The weekly chart for the Dow Jones Industrial AverageI:DJI ended last week negative. The weekly chart for Dow transports is neutral. The weekly charts for the S&P 500 I:GSPC , the Nasdaq Composite I:IXIC and Russell 2000 are positive but overbought.

Here's how to read the weekly charts to determine when a bear market scenario becomes realistic.

The weekly charts show a red line through the price bars. which is the key weekly moving average (a five-week modified moving average). The green line is the 200-week simple moving average considered the "reversion to the mean." The study in red along the bottom of the chart is weekly momentum (a 12x3x3 weekly slow stochastic), which scales between 00.00 and 100.00, where readings above 80.00 indicates overbought and readings below 20.00 indicates oversold. A negative weekly chart shows the stock below its key weekly moving average with weekly momentum declining below 80.00 in a trend towards 20.00.

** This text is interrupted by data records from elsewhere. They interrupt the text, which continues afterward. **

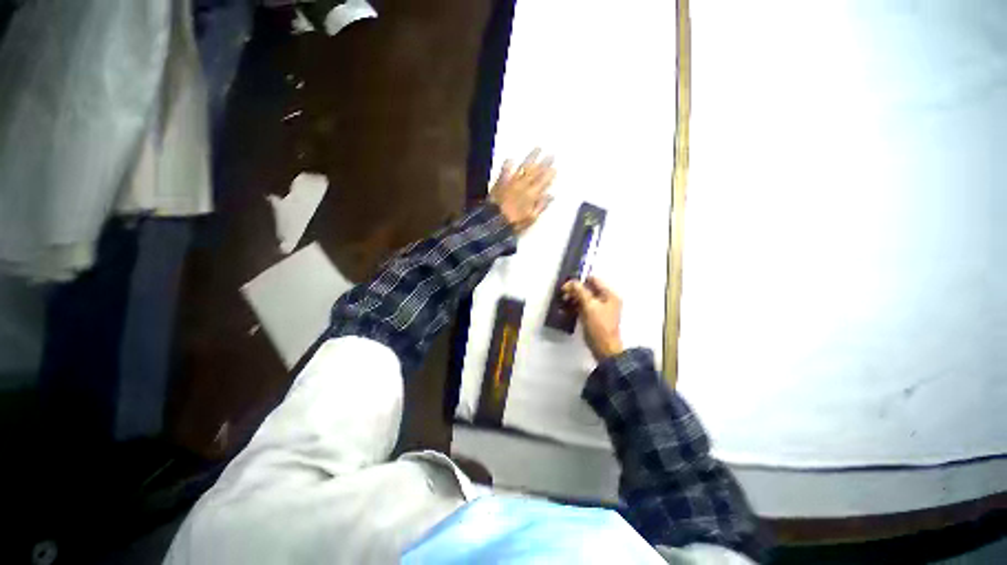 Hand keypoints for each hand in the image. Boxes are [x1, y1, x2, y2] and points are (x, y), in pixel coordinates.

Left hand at [489, 149, 555, 232]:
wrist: (494, 221)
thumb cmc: (514, 223)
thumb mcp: (531, 218)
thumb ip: (541, 206)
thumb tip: (550, 196)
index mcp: (532, 195)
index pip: (544, 182)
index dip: (550, 175)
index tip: (555, 168)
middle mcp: (523, 186)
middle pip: (536, 172)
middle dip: (544, 162)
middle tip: (551, 154)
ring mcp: (511, 183)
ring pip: (523, 167)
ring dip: (531, 157)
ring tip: (537, 149)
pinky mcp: (500, 183)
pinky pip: (505, 170)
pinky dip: (508, 164)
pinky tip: (511, 158)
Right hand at [562, 276, 624, 361]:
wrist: (604, 349)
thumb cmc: (599, 327)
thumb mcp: (589, 306)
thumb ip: (580, 291)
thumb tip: (571, 282)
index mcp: (609, 295)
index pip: (593, 280)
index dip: (579, 281)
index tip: (567, 286)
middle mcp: (607, 300)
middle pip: (588, 289)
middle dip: (575, 291)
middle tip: (564, 295)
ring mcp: (600, 309)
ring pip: (584, 298)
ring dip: (573, 299)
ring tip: (563, 303)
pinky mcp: (594, 317)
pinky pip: (583, 307)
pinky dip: (575, 307)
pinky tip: (566, 310) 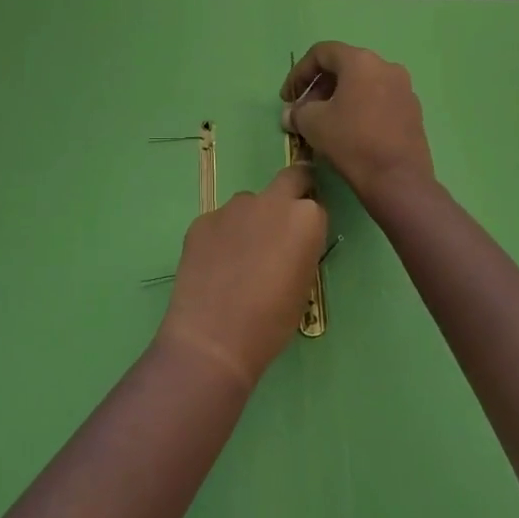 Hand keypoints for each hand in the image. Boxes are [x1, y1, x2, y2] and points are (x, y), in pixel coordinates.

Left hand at [156, 165, 326, 389]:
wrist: (213, 337)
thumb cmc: (271, 322)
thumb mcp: (303, 286)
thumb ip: (300, 250)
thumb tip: (289, 243)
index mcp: (305, 218)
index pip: (315, 206)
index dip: (310, 223)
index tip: (302, 241)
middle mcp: (270, 202)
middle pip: (288, 180)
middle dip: (290, 194)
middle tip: (281, 227)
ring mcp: (232, 208)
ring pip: (248, 204)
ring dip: (250, 221)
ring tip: (239, 260)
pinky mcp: (202, 220)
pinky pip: (220, 222)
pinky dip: (222, 237)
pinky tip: (215, 267)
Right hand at [281, 42, 435, 200]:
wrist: (397, 179)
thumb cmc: (351, 141)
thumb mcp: (312, 123)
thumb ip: (297, 112)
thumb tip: (291, 114)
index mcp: (361, 61)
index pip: (322, 53)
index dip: (299, 73)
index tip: (288, 98)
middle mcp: (386, 67)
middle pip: (344, 67)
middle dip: (318, 88)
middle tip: (304, 112)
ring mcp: (404, 89)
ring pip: (362, 84)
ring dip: (338, 99)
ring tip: (324, 123)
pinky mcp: (413, 111)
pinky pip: (379, 100)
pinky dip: (359, 109)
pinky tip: (349, 133)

Remember that stochastic readings can help investors judge when to reduce long positions. The 12x3x3 weekly slow stochastic is based upon the last 12 weeks of data - Each week's high, low and last prices. This measure of momentum rises as new weekly highs continue and with the last prices closer to the highs. When this pattern changes and weekly last prices are closer to the lows, the stochastic reading will begin to decline providing an early warning to reduce holdings.

Here are the weekly charts for the exchange-traded funds that best represent the five major U.S. equity averages.

Here's the weekly chart for the SPDR Dow Jones Industrial Average ETF (DIA) - Get Report , aka Diamonds.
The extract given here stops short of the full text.